The purpose of mifluz
is to provide a C++ library to store a full
text inverted index. To put it briefly, it allows storage of occurrences of
words in such a way that they can later be searched. The basic idea of
an inverted index is to associate each unique word with a list of
documents in which they appear. This list can then be searched to locate
the documents containing a specific word.

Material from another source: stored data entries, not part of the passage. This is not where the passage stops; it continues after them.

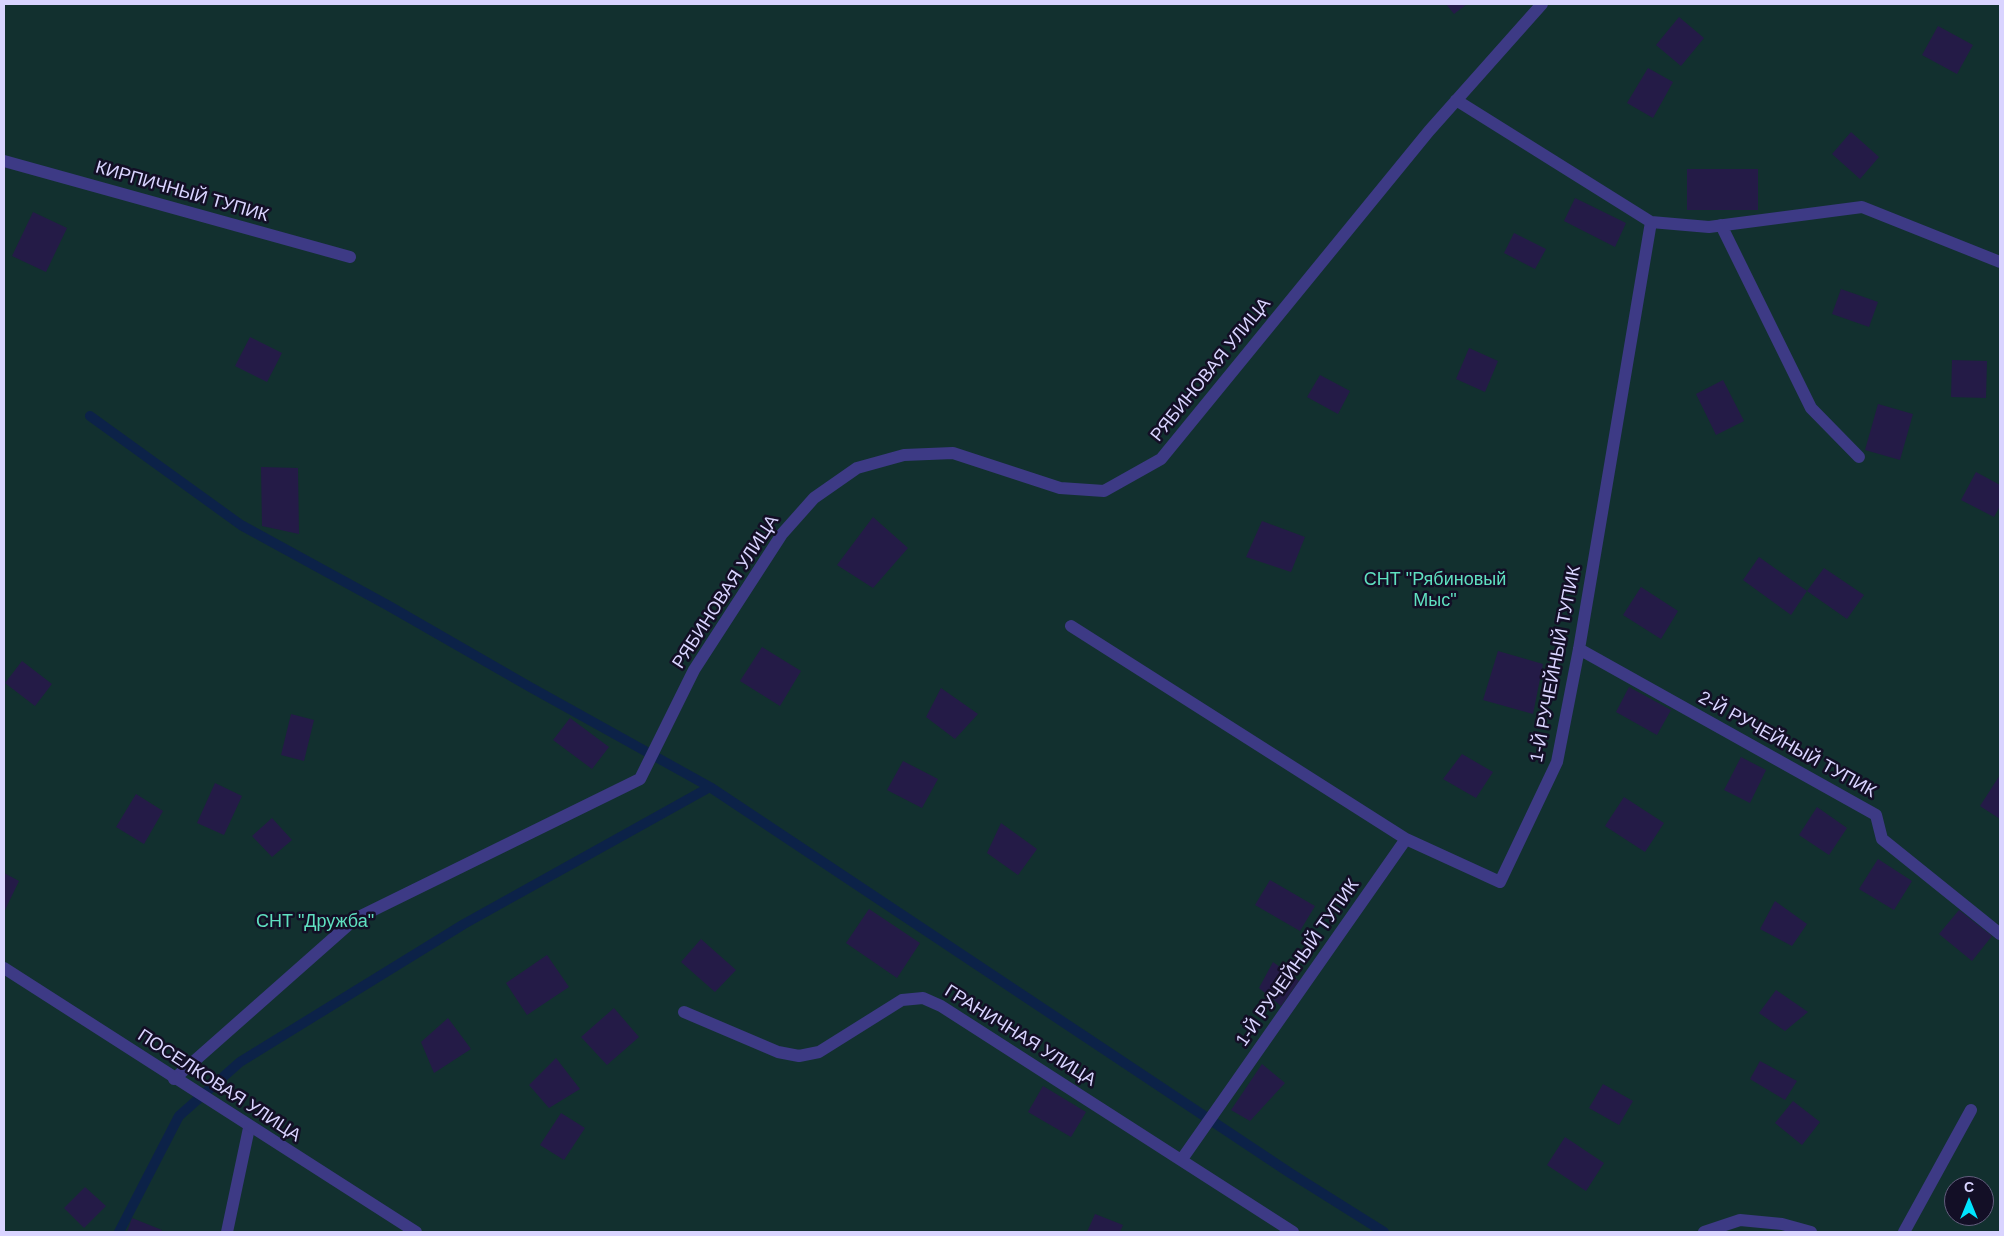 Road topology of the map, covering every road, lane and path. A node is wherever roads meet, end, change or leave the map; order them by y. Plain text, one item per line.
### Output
1 (1542, 4) edge
2 (1456, 100) junction
3 (4, 161) edge
4 (1651, 222) junction
5 (1721, 226) junction
6 (350, 257) dead end
7 (2000, 262) edge
8 (1859, 457) dead end
9 (1071, 626) dead end
10 (1579, 650) junction
11 (1406, 839) junction
12 (2000, 934) edge
13 (5, 973) edge
14 (684, 1012) dead end
15 (174, 1078) junction
16 (1971, 1110) dead end
17 (249, 1128) junction
18 (1182, 1160) junction
19 (227, 1232) edge
20 (416, 1232) edge
21 (1293, 1232) edge
22 (1704, 1232) edge
23 (1811, 1232) edge
24 (1904, 1232) edge

1 - 2 street, РЯБИНОВАЯ УЛИЦА
2 - 4 street
2 - 15 street, РЯБИНОВАЯ УЛИЦА
3 - 6 street, КИРПИЧНЫЙ ТУПИК
4 - 5 street
4 - 10 street, 1-Й РУЧЕЙНЫЙ ТУПИК
5 - 7 street
5 - 8 street
9 - 11 street
10 - 11 street, 1-Й РУЧЕЙНЫЙ ТУПИК
10 - 12 street, 2-Й РУЧЕЙНЫЙ ТУПИК
11 - 18 street, 1-Й РУЧЕЙНЫЙ ТУПИК
13 - 15 street, ПОСЕЛКОВАЯ УЛИЦА
14 - 18 street, ГРАНИЧНАЯ УЛИЦА
15 - 17 street, ПОСЕЛКОВАЯ УЛИЦА
16 - 24 street
17 - 19 street
17 - 20 street, ПОСЕЛКОВАЯ УЛИЦА
18 - 21 street, ГРАНИЧНАЯ УЛИЦА
22 - 23 street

Implementing a library that manages an inverted index is a very easy
task when there is a small number of words and documents. It becomes a
lot harder when dealing with a large number of words and
documents. mifluz
has been designed with the further upper limits
in mind : 500 million documents, 100 giga words, 18 million document
updates per day. In the present state of mifluz
, it is possible to
store 100 giga words using 600 giga bytes. The best average insertion
rate observed as of today 4000 key/sec on a 1 giga byte index.
mifluz
has two main characteristics : it is very simple (one
might say stupidly simple :-) and uses 100% of the size of the indexed text for
the index. It is simple because it provides only a few basic
functions. It does not contain document parsers (HTML, PDF
etc...). It does not contain a full text query parser. It does not
provide result display functions or other user friendly stuff. It only
provides functions to store word occurrences and retrieve them. The fact
that it uses 100% of the size of the indexed text is rather
atypical. Most well known full text indexing systems only use 30%. The
advantage mifluz
has over most full text indexing systems is that
it is fully dynamic (update, delete, insert), uses only a controlled
amount of memory while resolving a query, has higher upper limits and has a
simple storage scheme. This is achieved by consuming more disk space.